По вечерам он иногда читал вслух с удивительной простотой и в то же время выразительностью. Так, мне помнится особенно ярко чтение им рассказа Куприна "В казарме".
Он признавал большой талант за этим писателем.
В эти памятные для меня дни он дал мне прочесть в рукописи три своих произведения: "Божеское и человеческое", "После бала" и "Хаджи-Мурат" и неоконченный трактат о Шекспире. С последним трудно было согласиться, хотя и там были яркие и глубокие мысли. Драма, по мнению Толстого, должна быть непременно религиозной.

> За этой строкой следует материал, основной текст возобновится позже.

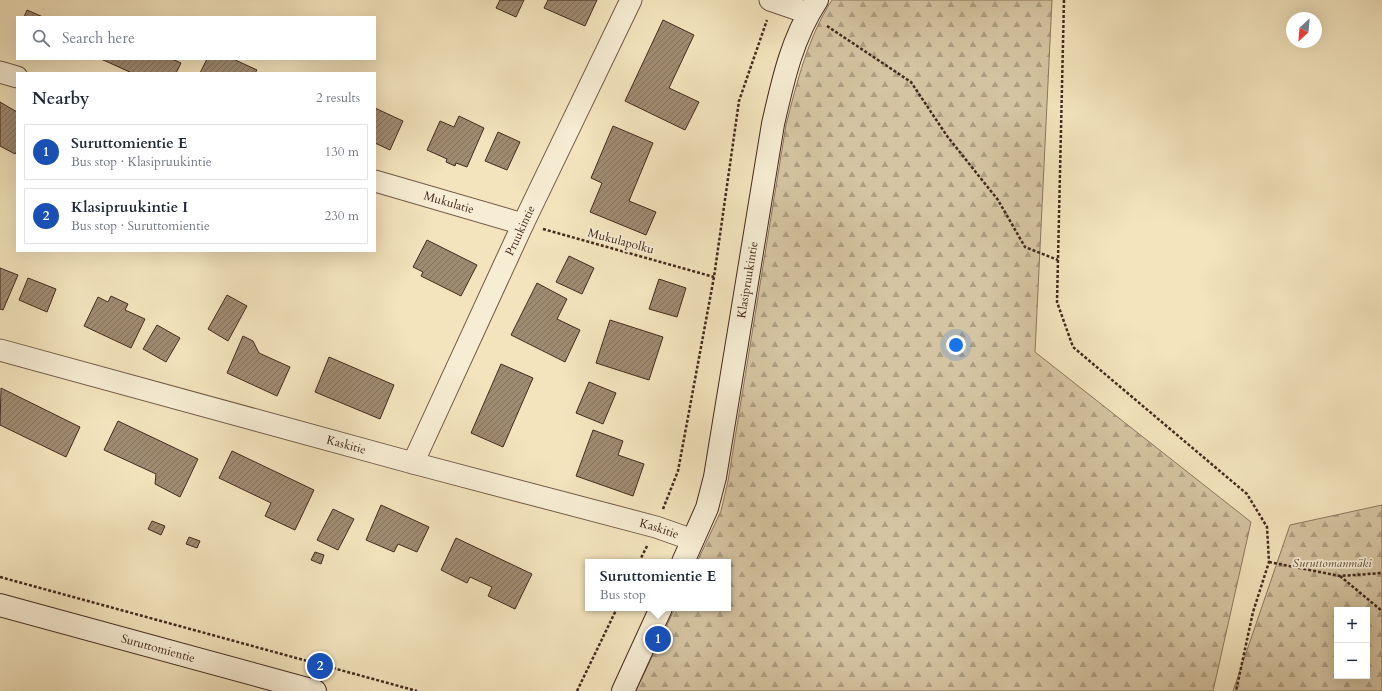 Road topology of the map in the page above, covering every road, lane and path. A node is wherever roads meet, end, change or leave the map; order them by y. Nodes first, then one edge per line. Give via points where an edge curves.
1 (631, 0) edge
2 (1064, 0) edge
3 (772, 1) edge
4 (813, 7) edge
5 (0, 72) edge
6 (16, 77) edge
7 (376, 181) edge
8 (523, 224) junction
9 (1058, 260) junction
10 (714, 276) junction
11 (0, 350) edge
12 (412, 463) junction
13 (656, 527) junction
14 (693, 540) junction
15 (640, 559) edge
16 (684, 559) edge
17 (1269, 562) junction
18 (1382, 573) edge
19 (1340, 576) junction
20 (0, 577) edge
21 (0, 605) edge
22 (616, 611) edge
23 (661, 611) edge
24 (1382, 611) edge
25 (316, 691) edge
26 (417, 691) edge
27 (577, 691) edge
28 (623, 691) edge
29 (1236, 691) edge

1 - 8 street, Pruukintie
2 - 9 path
3 - 4 street
3 - 10 path via 739,101
4 - 9 path via 911,82 947,136 998,200 1025,247
4 - 14 main road, Klasipruukintie via 795,40 781,88 718,462 707,508
5 - 6 street
7 - 8 street, Mukulatie
8 - 10 path, Mukulapolku
8 - 12 street, Pruukintie
9 - 17 path via 1057,302 1073,346 1247,494 1267,527
10 - 13 path via 678,471
11 - 12 street, Kaskitie
12 - 13 street, Kaskitie
13 - 14 street, Kaskitie
13 - 15 path
14 - 16 main road, Klasipruukintie
17 - 19 path
17 - 29 path via 1253,612
18 - 19 path
19 - 24 path
20 - 26 path
21 - 25 main road, Suruttomientie
22 - 27 path
23 - 28 main road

Такою и была древняя драма, ибо человеческие страсти, страдания и самая судьба составляли содержание античной религии. Потом драма утратила этот характер, и когда ее пожелали возобновить, то взяли лишь античную форму без ее содержания. Немцы, под влиянием Гете, отвращаясь от этого псевдоклассицизма, обратились к Шекспиру и положили начало особому шекспировскому культу. Но у Шекспира, по мнению Толстого, прежде всего бросается в глаза отсутствие искренности, грубое и низменное содержание, облеченное в неудачную форму. Обилие грубости в устах действующих лиц, один и тот же язык, которым говорят все, и полное отсутствие резко очерченных характеров ставят даже знаменитых Лира и Отелло ниже их иностранных первообразов. Я возражал Толстому как умел, будучи безусловным поклонником Шекспира и находя в его творениях не только удивительное изображение именно характеров, но разрешение многих важнейших проблем человеческого духа.
Но Толстой, приводя исключительные примеры, стоял на своем с внешней мягкостью, но с внутренним упорством, носившим на себе даже оттенок некоторого раздражения.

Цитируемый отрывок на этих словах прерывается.